Dataset entries
= Beginning of Section =
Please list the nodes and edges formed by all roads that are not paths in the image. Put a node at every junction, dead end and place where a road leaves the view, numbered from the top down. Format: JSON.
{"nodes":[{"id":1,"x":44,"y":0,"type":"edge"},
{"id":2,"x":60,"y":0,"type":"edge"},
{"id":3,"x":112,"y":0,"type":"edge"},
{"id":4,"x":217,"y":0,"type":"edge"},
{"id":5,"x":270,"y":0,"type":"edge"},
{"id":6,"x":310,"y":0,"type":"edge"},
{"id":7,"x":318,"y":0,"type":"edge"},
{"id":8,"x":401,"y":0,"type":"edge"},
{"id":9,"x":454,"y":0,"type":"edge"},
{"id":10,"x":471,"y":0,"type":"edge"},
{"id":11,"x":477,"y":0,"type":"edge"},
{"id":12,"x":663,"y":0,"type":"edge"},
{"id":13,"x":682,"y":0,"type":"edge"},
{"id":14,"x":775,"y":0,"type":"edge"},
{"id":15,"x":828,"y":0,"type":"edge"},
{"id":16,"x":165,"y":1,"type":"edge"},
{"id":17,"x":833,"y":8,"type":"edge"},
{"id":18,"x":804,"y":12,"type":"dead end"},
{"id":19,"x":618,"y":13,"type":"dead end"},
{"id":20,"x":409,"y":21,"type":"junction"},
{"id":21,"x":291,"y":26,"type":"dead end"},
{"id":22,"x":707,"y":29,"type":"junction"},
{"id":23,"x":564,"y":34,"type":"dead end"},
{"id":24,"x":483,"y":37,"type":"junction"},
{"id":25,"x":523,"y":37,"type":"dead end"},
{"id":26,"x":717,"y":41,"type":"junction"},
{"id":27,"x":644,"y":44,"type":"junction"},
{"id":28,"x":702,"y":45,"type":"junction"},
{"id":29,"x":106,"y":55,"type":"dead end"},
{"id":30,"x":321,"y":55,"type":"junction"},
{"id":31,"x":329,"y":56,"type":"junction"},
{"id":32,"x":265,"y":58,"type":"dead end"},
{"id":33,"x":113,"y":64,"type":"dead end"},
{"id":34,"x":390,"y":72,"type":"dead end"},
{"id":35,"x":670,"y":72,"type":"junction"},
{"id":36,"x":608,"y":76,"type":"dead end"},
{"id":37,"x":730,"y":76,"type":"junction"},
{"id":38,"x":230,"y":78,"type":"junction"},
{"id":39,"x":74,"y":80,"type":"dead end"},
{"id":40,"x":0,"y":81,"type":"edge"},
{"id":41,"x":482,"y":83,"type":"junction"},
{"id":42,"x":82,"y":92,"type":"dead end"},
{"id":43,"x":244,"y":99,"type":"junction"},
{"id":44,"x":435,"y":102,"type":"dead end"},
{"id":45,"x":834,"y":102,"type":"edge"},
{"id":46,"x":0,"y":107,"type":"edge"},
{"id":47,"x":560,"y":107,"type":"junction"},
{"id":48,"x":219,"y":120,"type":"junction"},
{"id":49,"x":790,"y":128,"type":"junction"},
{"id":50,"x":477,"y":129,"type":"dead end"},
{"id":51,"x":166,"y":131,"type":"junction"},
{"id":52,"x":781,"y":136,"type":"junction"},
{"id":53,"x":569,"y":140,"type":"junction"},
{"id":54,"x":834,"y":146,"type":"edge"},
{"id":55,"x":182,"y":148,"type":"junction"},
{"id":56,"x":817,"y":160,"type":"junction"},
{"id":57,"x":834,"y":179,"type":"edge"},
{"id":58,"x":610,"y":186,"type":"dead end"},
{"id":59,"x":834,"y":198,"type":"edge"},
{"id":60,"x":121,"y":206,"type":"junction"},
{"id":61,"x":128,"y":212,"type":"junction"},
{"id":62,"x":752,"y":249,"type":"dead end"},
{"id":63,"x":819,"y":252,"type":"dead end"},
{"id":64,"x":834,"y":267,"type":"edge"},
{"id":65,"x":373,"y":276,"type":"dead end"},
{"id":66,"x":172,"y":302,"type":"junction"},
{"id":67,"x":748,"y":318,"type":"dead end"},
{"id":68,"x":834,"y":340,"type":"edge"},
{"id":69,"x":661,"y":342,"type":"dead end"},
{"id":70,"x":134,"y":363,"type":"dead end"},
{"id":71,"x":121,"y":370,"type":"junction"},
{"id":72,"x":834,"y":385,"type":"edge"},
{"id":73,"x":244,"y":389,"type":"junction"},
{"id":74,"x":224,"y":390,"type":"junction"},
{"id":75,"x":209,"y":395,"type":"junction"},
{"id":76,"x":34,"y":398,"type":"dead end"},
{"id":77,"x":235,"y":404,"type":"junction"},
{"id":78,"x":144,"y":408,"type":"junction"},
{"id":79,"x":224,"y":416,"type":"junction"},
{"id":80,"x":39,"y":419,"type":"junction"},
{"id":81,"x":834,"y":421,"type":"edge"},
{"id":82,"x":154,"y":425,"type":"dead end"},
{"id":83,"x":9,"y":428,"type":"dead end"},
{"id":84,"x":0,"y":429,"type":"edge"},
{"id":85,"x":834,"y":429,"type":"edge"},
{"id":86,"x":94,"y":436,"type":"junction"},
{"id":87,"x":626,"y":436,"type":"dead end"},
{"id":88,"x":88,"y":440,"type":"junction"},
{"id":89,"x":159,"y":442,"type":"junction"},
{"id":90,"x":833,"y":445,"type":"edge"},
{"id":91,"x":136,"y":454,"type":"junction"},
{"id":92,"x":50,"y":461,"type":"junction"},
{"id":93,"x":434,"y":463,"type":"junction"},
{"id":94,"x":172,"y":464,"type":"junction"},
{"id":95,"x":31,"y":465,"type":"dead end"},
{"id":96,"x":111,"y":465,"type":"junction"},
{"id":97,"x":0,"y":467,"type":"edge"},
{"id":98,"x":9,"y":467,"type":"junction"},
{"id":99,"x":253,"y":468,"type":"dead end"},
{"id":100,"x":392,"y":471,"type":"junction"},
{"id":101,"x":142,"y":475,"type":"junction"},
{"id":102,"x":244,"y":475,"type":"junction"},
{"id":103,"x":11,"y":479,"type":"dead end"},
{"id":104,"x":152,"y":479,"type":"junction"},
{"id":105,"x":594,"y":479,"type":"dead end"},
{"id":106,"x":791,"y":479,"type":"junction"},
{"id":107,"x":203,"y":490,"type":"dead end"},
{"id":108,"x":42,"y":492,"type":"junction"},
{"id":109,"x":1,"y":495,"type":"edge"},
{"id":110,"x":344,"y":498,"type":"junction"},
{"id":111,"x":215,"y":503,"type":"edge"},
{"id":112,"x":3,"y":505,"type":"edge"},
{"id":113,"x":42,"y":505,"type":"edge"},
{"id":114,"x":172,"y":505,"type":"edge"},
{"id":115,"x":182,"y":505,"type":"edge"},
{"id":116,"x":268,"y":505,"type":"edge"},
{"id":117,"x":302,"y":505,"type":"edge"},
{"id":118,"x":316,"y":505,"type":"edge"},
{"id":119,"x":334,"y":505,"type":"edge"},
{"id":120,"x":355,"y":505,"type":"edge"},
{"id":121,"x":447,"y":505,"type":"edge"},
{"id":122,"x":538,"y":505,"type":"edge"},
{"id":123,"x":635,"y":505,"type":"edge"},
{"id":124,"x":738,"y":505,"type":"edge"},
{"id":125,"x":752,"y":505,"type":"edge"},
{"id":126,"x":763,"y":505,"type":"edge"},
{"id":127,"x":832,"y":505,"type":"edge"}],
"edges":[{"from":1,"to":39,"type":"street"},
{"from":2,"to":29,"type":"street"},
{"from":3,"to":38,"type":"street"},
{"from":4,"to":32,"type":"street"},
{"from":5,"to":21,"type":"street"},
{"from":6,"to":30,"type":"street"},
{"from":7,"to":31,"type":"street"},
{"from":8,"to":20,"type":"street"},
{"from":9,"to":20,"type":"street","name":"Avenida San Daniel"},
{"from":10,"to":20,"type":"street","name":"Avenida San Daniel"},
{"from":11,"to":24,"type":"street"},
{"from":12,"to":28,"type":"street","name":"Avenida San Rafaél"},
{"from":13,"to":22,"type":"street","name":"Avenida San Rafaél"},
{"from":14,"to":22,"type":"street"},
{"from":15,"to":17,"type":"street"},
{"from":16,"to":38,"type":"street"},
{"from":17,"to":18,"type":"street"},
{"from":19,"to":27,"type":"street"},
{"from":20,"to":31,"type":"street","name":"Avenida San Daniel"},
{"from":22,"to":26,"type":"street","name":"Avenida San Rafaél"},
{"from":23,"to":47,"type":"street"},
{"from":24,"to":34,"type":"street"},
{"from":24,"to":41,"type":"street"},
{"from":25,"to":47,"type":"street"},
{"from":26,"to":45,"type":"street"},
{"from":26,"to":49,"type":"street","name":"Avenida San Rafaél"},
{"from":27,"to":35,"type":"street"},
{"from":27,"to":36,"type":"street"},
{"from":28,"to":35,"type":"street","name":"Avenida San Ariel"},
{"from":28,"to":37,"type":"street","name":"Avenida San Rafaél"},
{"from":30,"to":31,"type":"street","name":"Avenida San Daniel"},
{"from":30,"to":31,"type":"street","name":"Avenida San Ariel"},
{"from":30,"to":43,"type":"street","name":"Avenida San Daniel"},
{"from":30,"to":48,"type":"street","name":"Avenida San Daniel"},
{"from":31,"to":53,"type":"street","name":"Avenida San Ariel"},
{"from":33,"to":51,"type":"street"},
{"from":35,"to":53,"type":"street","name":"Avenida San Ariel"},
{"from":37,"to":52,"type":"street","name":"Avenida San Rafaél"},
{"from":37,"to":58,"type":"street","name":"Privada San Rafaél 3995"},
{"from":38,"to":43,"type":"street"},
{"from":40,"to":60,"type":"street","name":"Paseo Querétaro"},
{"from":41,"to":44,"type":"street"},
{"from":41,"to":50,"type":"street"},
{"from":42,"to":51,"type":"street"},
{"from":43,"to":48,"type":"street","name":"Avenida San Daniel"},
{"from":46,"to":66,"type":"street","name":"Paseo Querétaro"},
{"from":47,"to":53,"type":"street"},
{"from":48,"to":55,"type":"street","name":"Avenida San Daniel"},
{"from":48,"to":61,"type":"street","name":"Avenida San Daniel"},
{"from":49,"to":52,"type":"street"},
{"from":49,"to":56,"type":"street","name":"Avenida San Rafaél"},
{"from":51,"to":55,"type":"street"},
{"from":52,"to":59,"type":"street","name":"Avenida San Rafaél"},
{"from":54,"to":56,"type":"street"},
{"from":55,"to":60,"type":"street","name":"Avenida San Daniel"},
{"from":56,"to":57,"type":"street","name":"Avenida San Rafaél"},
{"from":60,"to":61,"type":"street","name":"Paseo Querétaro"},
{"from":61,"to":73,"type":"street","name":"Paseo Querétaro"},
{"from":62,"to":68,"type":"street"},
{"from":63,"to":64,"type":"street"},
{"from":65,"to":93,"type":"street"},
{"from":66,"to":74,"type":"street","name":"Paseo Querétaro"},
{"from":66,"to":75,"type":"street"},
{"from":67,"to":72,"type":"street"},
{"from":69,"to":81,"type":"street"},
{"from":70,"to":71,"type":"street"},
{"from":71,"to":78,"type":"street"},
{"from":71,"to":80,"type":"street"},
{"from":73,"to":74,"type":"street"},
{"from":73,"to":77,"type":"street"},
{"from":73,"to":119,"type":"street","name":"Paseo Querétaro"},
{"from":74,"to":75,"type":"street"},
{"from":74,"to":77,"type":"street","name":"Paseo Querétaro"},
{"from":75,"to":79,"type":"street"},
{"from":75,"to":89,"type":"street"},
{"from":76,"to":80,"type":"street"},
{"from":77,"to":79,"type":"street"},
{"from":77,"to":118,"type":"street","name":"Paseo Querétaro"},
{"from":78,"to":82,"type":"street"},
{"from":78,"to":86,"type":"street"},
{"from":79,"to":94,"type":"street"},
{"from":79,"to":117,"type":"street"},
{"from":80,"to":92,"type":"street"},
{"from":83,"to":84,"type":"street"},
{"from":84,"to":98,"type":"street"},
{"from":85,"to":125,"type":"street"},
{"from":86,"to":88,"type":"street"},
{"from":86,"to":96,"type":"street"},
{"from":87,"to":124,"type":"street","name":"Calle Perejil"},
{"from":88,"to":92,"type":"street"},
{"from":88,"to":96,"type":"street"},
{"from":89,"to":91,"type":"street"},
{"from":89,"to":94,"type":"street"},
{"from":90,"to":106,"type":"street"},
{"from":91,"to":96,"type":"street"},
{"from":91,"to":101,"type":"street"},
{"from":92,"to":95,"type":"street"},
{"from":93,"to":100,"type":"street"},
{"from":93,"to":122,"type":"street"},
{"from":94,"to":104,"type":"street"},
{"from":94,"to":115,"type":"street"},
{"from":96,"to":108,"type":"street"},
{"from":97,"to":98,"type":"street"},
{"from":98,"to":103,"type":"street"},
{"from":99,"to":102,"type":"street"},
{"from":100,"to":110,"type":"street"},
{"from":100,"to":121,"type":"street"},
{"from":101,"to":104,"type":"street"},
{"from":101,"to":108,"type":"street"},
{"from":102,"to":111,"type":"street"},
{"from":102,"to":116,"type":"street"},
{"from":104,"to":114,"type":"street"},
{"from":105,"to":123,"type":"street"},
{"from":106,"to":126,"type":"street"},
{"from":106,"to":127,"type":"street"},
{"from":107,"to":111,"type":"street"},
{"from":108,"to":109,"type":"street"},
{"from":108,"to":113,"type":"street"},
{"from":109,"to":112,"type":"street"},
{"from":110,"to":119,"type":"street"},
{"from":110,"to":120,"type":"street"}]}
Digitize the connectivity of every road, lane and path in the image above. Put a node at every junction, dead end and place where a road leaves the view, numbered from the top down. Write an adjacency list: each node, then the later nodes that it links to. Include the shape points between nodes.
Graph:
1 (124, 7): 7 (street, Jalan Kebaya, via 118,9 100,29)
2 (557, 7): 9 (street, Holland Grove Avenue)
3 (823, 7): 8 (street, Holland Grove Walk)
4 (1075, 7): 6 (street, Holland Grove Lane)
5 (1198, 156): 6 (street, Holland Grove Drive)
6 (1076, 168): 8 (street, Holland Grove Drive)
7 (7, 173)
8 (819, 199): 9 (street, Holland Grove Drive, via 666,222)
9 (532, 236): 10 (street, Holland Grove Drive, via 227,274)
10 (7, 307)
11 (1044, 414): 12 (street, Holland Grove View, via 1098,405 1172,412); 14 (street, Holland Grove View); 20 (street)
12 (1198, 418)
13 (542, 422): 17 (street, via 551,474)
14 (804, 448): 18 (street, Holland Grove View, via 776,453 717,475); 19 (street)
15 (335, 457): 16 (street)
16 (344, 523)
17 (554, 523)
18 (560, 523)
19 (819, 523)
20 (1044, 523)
= End of Section =
EXERCISE AIM: When a line in the records above holds "Drive", that line is to be reported.

SOLUTION FOR THIS PROBLEM:
5 (1198, 156): 6 (street, Holland Grove Drive)
6 (1076, 168): 8 (street, Holland Grove Drive)
8 (819, 199): 9 (street, Holland Grove Drive, via 666,222)
9 (532, 236): 10 (street, Holland Grove Drive, via 227,274)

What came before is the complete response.